▶ _Exercise aim_: Within the listing below, how many lines contain "Main"? Only the number is wanted.

:: Data shown

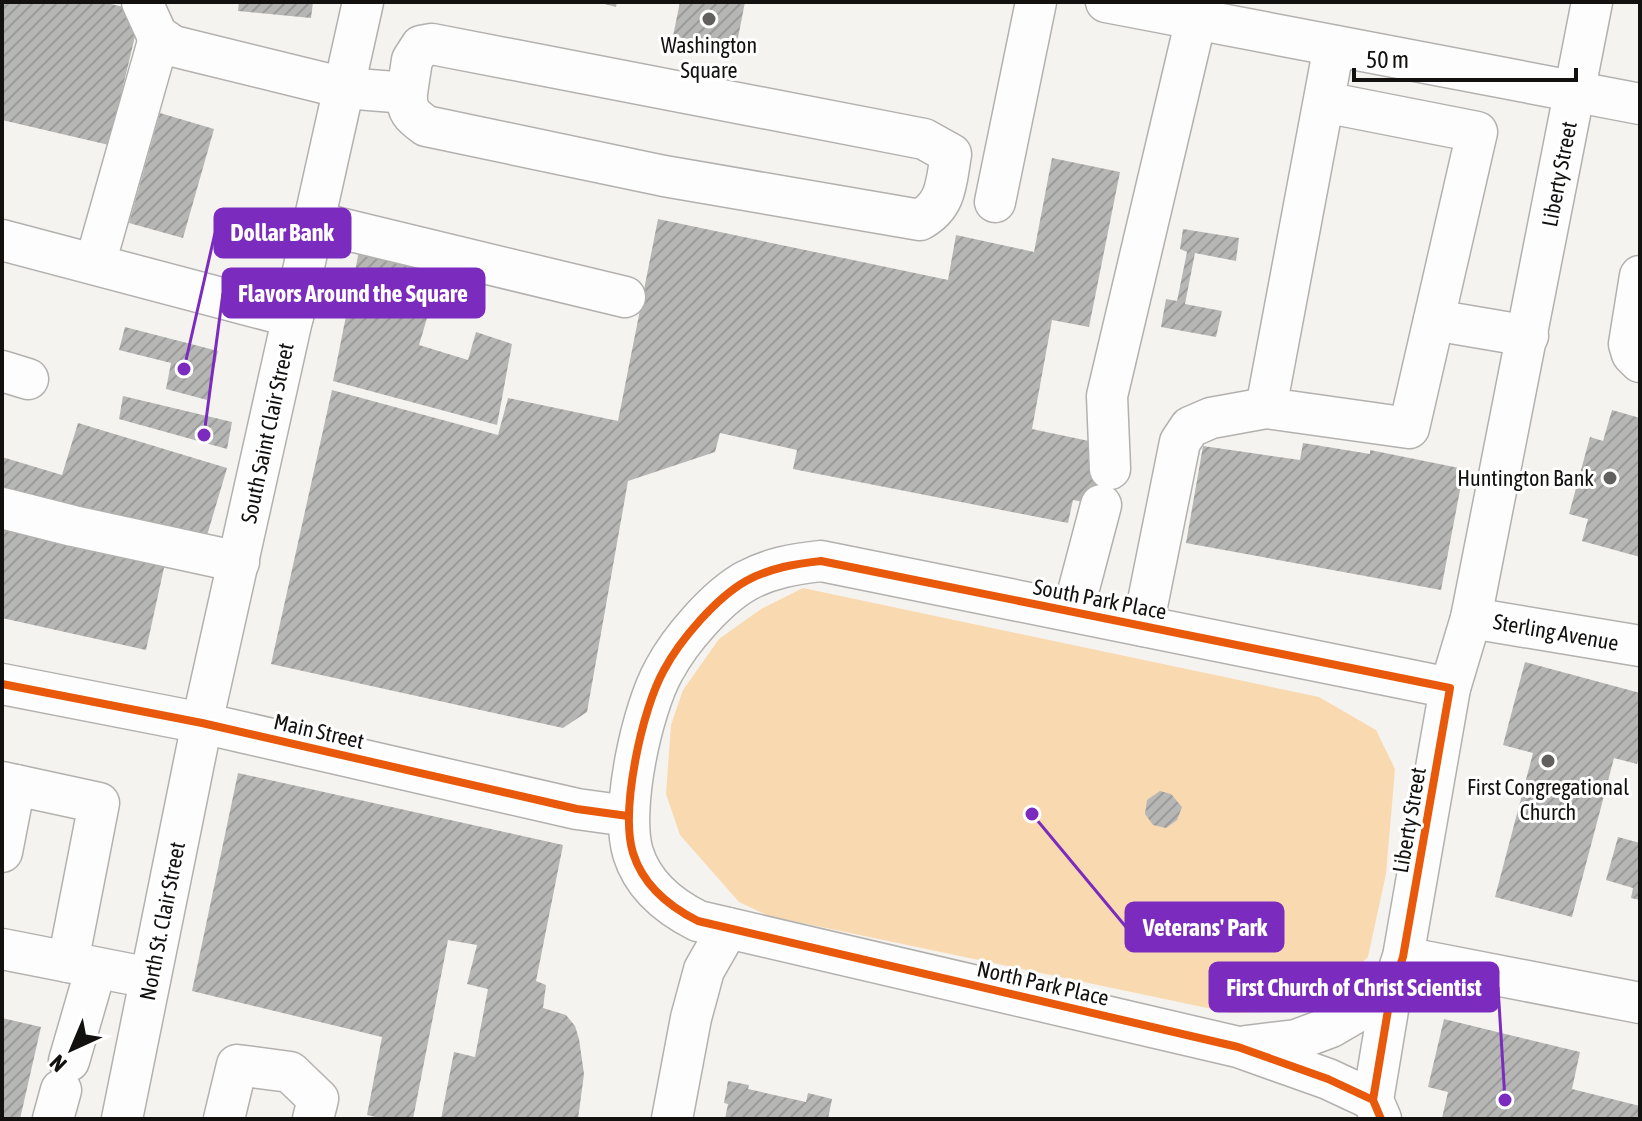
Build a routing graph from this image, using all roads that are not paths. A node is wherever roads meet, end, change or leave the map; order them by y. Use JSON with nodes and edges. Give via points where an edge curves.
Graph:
{"nodes":[{"id":1,"x":142,"y":2,"type":"edge"},
{"id":2,"x":363,"y":2,"type":"edge"},
{"id":3,"x":1036,"y":2,"type":"edge"},
{"id":4,"x":1106,"y":2,"type":"edge"},
{"id":5,"x":1592,"y":2,"type":"edge"},
{"id":6,"x":1196,"y":19,"type":"junction"},
{"id":7,"x":159,"y":38,"type":"junction"},
{"id":8,"x":1334,"y":46,"type":"junction"},
{"id":9,"x":344,"y":88,"type":"junction"},
{"id":10,"x":1576,"y":92,"type":"junction"},
{"id":11,"x":407,"y":93,"type":"junction"},
{"id":12,"x":1324,"y":102,"type":"junction"},
{"id":13,"x":1640,"y":104,"type":"edge"},
{"id":14,"x":995,"y":202,"type":"dead end"},
{"id":15,"x":314,"y":222,"type":"junction"},
{"id":16,"x":2,"y":240,"type":"edge"},
{"id":17,"x":95,"y":264,"type":"junction"},
{"id":18,"x":1640,"y":276,"type":"edge"},
{"id":19,"x":625,"y":297,"type":"dead end"},
{"id":20,"x":293,"y":317,"type":"junction"},
{"id":21,"x":1434,"y":320,"type":"junction"},
{"id":22,"x":1528,"y":336,"type":"junction"},
{"id":23,"x":1640,"y":362,"type":"edge"},
{"id":24,"x":1266,"y":408,"type":"junction"},
{"id":25,"x":2,"y":508,"type":"edge"},
{"id":26,"x":239,"y":562,"type":"junction"},
{"id":27,"x":1073,"y":611,"type":"junction"},
{"id":28,"x":1471,"y":618,"type":"junction"},
{"id":29,"x":1143,"y":626,"type":"junction"},
{"id":30,"x":1640,"y":646,"type":"edge"},
{"id":31,"x":2,"y":684,"type":"edge"},
{"id":32,"x":1450,"y":688,"type":"junction"},
{"id":33,"x":202,"y":723,"type":"junction"},
{"id":34,"x":9,"y":784,"type":"edge"},
{"id":35,"x":628,"y":816,"type":"junction"},
{"id":36,"x":2,"y":852,"type":"edge"},
{"id":37,"x":713,"y":924,"type":"junction"},
{"id":38,"x":2,"y":949,"type":"edge"},
{"id":39,"x":82,"y":965,"type":"junction"},
{"id":40,"x":1397,"y":975,"type":"junction"},
{"id":41,"x":150,"y":978,"type":"junction"},
{"id":42,"x":1640,"y":1003,"type":"edge"},
{"id":43,"x":1238,"y":1047,"type":"junction"},
{"id":44,"x":61,"y":1090,"type":"edge"},
{"id":45,"x":1377,"y":1110,"type":"edge"},
{"id":46,"x":122,"y":1119,"type":"edge"},
{"id":47,"x":224,"y":1119,"type":"edge"},
{"id":48,"x":313,"y":1119,"type":"edge"},
{"id":49,"x":672,"y":1119,"type":"edge"}],
"edges":[{"from":1,"to":7,"type":"street"},
{"from":2,"to":9,"type":"street","name":"South Saint Clair Street"},
{"from":3,"to":14,"type":"street"},
{"from":4,"to":6,"type":"street"},
{"from":5,"to":10,"type":"street","name":"Liberty Street"},
{"from":6,"to":8,"type":"street"},
{"from":6,"to":27,"type":"street","via":[[1107,396],[1106,487]]},
{"from":7,"to":9,"type":"street","via":[[173,46]]},
{"from":7,"to":17,"type":"street"},
{"from":8,"to":10,"type":"street"},
{"from":8,"to":12,"type":"street"},
{"from":9,"to":11,"type":"street"},
{"from":9,"to":15,"type":"street","name":"South Saint Clair Street"},
{"from":10,"to":13,"type":"street"},
{"from":10,"to":22,"type":"street","name":"Liberty Street"},
{"from":11,"to":11,"type":"street","via":[[412,117],[426,126],[664,176],[920,220],[934,212],[944,195],[951,154],[924,139],[432,44],[421,46],[412,60]]},
{"from":12,"to":21,"type":"street","via":[[1477,132]]},
{"from":12,"to":24,"type":"street"},
{"from":15,"to":19,"type":"street"},
{"from":15,"to":20,"type":"street","name":"South Saint Clair Street"},
{"from":16,"to":17,"type":"street"},
{"from":17,"to":20,"type":"street"},
{"from":18,"to":23,"type":"street","via":[[1629,344]]},
{"from":20,"to":26,"type":"street","name":"South Saint Clair Street"},
{"from":21,"to":22,"type":"street"},
{"from":21,"to":24,"type":"street","via":[[1409,428]]},
{"from":22,"to":28,"type":"street","name":"Liberty Street"},
{"from":24,"to":29,"type":"street","via":[[1211,418],[1190,427],[1180,442]]},
{"from":25,"to":26,"type":"street"},
{"from":26,"to":33,"type":"street","name":"South Saint Clair Street"},
{"from":27,"to":29,"type":"street","name":"South Park Place"},
{"from":27,"to":35,"type":"street","name":"South Park Place","via":[[821,561],[780,566],[744,582],[711,609],[664,670],[637,755]]},
{"from":28,"to":30,"type":"street","name":"Sterling Avenue"},
{"from":28,"to":32,"type":"street","name":"Liberty Street"},
{"from":29,"to":32,"type":"street","name":"South Park Place"},
{"from":31,"to":33,"type":"street","name":"Main Street"},
{"from":32,"to":40,"type":"street","name":"Liberty Street"},
{"from":33,"to":35,"type":"street","name":"Main Street","via":[[577,809]]},
{"from":33,"to":41,"type":"street","name":"North St. Clair Street"},
{"from":34,"to":36,"type":"street"},
{"from":34,"to":39,"type":"street","via":[[99,803]]},
{"from":35,"to":37,"type":"street","name":"North Park Place","via":[[633,854],[650,884],[673,908]]},
{"from":37,"to":43,"type":"street","name":"North Park Place"},
{"from":37,"to":49,"type":"street"},
{"from":38,"to":39,"type":"street"},
{"from":39,"to":41,"type":"street"},
{"from":39,"to":44,"type":"street"},
{"from":40,"to":42,"type":"street"},
{"from":40,"to":43,"type":"street","name":"North Park Place","via":[[1331,1027],[1296,1040]]},
{"from":40,"to":45,"type":"street","name":"Liberty Street"},
{"from":41,"to":46,"type":"street","name":"North St. Clair Street"},
{"from":43,"to":45,"type":"street","name":"North Park Place","via":[[1328,1079]]},
{"from":47,"to":48,"type":"street","via":[[237,1065],[290,1072],[318,1099]]}]}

::::

▶ _Exercise answer_: 2